*Task to complete*:
Lines of the data that contain the word "Greyling" are the ones to copy.

** Opening Data section block **

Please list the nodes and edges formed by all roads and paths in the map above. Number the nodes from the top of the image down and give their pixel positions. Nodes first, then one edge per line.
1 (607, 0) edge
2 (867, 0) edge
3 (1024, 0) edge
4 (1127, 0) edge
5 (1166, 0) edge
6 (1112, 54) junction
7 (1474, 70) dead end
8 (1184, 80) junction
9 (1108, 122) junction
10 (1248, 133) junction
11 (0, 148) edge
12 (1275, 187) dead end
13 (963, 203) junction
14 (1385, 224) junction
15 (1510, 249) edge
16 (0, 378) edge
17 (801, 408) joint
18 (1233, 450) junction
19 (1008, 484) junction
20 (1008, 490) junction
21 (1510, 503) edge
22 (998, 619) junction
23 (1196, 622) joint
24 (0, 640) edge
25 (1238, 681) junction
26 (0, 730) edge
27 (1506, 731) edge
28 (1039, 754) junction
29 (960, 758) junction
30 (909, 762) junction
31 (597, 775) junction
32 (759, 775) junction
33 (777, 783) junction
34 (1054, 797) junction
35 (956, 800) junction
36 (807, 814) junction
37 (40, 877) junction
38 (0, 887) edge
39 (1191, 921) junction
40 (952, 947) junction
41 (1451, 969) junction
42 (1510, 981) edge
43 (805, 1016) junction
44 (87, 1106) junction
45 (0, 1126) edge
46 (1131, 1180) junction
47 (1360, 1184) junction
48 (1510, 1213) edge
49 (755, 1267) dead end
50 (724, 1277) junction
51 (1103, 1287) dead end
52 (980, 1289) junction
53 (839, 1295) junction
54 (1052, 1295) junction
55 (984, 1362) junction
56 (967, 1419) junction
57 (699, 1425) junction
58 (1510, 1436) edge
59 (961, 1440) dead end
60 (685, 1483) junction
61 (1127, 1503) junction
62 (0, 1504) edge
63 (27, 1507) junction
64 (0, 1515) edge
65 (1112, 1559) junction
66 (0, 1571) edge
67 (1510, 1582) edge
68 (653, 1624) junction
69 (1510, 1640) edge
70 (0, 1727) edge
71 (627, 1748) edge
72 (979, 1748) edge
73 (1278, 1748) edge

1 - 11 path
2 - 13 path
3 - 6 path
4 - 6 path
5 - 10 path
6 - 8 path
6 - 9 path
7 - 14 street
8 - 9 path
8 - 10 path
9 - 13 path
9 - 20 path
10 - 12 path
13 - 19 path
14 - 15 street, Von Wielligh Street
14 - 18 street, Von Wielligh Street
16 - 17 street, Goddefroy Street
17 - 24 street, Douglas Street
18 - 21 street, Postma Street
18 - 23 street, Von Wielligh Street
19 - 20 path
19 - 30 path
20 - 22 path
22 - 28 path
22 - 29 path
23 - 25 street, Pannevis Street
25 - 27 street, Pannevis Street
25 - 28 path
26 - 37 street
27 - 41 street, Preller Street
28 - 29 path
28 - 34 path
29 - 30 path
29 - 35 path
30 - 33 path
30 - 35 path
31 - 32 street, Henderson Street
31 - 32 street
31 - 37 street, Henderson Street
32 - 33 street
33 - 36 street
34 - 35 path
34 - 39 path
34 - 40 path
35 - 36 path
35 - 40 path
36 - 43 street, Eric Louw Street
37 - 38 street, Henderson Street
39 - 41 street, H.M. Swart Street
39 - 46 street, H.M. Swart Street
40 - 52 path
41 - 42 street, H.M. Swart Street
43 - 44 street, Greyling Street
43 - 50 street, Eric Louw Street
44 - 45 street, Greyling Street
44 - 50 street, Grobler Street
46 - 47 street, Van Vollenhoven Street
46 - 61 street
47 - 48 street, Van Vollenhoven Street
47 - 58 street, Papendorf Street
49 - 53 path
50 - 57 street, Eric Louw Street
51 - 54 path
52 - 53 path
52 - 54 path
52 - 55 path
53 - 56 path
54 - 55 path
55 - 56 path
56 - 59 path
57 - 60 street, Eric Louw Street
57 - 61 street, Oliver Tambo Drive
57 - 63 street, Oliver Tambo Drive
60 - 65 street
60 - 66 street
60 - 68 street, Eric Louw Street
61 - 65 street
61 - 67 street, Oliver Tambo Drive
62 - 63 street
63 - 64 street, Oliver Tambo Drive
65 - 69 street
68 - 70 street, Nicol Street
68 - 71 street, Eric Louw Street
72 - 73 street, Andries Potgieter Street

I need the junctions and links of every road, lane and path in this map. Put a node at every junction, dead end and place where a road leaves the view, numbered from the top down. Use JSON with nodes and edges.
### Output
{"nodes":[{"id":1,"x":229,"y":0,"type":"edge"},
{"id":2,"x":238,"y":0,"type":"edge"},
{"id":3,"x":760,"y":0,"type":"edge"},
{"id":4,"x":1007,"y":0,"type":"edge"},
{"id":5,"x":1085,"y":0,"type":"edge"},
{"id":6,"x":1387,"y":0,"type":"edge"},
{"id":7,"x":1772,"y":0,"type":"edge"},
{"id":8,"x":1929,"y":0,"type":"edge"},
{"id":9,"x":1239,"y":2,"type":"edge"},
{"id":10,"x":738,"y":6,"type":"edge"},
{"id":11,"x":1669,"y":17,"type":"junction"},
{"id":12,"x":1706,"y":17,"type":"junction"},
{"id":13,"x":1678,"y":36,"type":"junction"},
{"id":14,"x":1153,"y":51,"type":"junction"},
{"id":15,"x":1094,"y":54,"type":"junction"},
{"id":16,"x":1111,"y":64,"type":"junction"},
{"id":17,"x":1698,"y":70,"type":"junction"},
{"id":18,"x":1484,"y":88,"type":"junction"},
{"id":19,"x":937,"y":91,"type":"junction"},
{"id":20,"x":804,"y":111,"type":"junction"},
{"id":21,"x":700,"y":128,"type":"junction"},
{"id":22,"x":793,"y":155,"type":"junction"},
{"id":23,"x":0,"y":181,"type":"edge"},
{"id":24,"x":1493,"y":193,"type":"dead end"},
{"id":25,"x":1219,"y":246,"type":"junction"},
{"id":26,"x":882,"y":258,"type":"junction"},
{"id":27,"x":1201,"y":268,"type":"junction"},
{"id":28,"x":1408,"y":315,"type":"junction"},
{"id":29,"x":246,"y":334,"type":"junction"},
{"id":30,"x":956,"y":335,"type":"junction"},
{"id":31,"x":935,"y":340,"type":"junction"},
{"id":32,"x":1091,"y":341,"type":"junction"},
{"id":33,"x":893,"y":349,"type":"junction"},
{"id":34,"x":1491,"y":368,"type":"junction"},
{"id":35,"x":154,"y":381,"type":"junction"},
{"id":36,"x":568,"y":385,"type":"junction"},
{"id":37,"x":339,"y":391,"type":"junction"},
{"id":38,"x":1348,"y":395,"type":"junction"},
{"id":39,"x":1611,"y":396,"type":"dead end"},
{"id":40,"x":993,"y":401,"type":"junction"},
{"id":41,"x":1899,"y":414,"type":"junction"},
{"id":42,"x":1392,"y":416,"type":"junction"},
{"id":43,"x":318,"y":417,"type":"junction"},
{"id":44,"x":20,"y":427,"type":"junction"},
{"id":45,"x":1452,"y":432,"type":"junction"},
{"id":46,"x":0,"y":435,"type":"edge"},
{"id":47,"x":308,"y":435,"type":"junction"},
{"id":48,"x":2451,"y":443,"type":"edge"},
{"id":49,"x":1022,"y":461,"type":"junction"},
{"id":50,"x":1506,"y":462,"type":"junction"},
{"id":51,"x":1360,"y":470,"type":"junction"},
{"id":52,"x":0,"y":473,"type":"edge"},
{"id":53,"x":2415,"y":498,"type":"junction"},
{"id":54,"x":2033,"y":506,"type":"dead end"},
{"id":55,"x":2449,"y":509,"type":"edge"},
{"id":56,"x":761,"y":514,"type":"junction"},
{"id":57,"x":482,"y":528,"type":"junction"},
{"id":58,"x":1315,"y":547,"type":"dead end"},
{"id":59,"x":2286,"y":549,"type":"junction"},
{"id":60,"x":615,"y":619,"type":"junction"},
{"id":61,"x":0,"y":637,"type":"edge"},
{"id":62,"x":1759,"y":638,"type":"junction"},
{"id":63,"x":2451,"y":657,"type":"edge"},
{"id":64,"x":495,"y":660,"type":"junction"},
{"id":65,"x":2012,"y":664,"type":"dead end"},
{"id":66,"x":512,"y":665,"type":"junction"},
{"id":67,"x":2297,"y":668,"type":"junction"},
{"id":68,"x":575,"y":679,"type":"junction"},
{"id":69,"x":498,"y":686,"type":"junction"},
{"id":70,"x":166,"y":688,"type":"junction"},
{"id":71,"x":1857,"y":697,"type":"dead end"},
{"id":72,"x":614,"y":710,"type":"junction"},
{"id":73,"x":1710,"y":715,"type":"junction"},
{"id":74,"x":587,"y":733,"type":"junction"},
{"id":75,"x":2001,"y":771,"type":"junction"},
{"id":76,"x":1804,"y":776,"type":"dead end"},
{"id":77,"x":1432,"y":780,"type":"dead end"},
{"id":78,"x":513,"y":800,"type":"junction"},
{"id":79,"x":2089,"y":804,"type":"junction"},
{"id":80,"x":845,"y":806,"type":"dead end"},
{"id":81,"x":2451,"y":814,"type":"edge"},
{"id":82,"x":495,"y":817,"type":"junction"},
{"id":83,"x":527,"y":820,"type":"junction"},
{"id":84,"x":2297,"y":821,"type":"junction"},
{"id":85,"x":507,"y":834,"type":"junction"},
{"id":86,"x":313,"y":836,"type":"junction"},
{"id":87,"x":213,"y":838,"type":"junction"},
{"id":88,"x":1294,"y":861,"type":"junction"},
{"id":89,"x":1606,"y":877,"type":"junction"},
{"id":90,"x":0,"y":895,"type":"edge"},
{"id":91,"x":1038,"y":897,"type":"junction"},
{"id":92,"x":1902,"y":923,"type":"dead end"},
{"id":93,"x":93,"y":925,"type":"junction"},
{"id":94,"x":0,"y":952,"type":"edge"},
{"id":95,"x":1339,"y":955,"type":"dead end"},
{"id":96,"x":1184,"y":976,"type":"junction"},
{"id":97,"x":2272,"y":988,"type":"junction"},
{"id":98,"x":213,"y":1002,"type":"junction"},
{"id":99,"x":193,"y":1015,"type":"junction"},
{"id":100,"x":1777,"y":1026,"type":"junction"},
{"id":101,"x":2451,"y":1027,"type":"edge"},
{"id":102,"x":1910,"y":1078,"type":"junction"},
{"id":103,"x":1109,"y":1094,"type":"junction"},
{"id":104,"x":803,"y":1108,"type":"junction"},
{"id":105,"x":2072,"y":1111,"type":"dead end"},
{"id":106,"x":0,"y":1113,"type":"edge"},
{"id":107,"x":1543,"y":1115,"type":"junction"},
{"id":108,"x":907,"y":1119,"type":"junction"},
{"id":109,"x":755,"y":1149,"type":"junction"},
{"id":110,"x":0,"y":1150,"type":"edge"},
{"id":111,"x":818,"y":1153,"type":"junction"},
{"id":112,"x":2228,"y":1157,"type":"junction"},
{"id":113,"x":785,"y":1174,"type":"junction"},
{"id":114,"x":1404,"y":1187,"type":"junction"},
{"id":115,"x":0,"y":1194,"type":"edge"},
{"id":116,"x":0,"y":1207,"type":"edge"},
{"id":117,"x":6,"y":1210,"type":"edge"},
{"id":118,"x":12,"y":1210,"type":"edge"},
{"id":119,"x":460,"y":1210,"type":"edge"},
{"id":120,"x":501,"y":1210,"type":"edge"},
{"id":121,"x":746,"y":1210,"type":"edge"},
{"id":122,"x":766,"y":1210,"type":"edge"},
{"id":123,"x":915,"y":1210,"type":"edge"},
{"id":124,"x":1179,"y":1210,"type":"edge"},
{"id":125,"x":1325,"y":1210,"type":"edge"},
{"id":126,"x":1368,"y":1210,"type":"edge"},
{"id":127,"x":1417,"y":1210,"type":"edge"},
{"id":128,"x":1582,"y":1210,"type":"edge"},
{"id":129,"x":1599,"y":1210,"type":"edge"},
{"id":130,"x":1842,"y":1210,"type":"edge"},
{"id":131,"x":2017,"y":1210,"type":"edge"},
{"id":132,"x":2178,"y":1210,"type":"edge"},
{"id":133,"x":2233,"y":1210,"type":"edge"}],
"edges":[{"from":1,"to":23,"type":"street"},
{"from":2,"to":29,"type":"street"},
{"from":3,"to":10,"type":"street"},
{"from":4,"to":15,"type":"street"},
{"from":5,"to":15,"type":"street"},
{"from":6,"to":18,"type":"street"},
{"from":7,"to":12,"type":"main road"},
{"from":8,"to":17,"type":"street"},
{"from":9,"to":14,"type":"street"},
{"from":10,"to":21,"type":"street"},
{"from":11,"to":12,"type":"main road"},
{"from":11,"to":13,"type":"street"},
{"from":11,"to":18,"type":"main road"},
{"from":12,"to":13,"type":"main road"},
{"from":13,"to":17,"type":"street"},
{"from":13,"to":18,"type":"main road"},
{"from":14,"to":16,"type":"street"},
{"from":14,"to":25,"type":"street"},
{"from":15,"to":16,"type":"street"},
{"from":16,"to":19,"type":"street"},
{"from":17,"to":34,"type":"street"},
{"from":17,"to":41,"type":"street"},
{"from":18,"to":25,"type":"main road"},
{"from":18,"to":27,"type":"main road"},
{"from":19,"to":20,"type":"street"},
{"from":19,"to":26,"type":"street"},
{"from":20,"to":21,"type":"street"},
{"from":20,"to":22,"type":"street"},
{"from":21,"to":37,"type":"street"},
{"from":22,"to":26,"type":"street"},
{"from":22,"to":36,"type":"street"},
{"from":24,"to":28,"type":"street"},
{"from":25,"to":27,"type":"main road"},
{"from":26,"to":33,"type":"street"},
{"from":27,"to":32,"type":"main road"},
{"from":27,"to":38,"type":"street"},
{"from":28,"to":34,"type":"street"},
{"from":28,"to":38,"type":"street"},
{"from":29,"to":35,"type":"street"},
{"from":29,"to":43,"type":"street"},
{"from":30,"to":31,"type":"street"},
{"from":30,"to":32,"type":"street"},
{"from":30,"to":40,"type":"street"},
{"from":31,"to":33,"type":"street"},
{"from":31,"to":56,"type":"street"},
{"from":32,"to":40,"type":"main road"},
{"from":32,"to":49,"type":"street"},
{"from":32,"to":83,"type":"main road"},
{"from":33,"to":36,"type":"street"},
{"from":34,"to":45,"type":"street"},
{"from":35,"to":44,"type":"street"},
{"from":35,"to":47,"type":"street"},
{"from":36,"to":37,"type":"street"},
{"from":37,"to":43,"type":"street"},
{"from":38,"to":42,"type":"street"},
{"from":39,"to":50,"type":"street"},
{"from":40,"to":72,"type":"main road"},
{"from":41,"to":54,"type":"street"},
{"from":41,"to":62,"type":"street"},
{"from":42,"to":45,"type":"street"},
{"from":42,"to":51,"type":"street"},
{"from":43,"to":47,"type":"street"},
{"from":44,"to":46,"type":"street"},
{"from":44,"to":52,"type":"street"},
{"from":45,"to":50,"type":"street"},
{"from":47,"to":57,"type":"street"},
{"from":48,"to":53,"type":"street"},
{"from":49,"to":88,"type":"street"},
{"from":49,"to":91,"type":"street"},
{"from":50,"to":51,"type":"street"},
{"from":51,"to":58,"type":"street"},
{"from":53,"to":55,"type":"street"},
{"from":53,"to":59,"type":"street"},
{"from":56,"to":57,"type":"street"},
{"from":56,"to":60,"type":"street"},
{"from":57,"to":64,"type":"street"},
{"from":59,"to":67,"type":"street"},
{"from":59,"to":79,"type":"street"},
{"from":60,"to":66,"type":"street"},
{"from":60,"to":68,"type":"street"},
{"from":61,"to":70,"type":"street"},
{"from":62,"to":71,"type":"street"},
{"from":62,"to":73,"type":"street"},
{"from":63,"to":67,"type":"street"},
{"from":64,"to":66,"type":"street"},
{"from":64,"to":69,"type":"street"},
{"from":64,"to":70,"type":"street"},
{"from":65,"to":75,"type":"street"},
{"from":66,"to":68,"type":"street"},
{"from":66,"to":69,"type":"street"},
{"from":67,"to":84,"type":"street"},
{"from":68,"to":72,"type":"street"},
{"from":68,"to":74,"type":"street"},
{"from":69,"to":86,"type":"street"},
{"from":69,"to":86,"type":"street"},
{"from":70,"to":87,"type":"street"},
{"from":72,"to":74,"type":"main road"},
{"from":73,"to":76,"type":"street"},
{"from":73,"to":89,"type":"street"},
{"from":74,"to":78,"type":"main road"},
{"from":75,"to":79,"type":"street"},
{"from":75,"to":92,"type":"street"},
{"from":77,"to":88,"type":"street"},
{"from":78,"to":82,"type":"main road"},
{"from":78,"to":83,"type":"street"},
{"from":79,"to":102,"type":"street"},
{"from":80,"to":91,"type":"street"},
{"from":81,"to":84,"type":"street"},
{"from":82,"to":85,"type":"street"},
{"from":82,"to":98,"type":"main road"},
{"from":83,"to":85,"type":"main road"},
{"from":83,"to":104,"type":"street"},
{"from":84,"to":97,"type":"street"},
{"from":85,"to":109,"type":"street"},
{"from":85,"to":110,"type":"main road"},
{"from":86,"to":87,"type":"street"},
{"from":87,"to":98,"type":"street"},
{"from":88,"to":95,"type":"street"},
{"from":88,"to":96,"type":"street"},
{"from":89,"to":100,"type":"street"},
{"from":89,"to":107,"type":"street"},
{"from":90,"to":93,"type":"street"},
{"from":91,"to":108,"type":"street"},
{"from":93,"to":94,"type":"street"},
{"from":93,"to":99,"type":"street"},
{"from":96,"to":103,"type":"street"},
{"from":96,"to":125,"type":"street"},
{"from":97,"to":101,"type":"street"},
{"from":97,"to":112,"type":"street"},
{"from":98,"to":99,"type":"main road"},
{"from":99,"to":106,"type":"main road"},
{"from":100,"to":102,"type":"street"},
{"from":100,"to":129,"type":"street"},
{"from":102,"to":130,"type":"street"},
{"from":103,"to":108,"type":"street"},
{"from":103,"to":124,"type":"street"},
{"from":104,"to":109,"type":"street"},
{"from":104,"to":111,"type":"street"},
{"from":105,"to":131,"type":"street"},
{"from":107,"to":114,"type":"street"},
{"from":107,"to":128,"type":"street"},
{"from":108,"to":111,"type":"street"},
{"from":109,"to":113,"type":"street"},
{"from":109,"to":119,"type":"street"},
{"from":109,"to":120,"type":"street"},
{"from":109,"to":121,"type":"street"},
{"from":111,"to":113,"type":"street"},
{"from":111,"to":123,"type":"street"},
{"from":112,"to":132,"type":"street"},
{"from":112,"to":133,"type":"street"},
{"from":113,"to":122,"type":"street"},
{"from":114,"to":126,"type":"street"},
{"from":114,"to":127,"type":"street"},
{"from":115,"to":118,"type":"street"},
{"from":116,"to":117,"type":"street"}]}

** Closing Data section block **

*Solved problem*:
43 - 44 street, Greyling Street
44 - 45 street, Greyling Street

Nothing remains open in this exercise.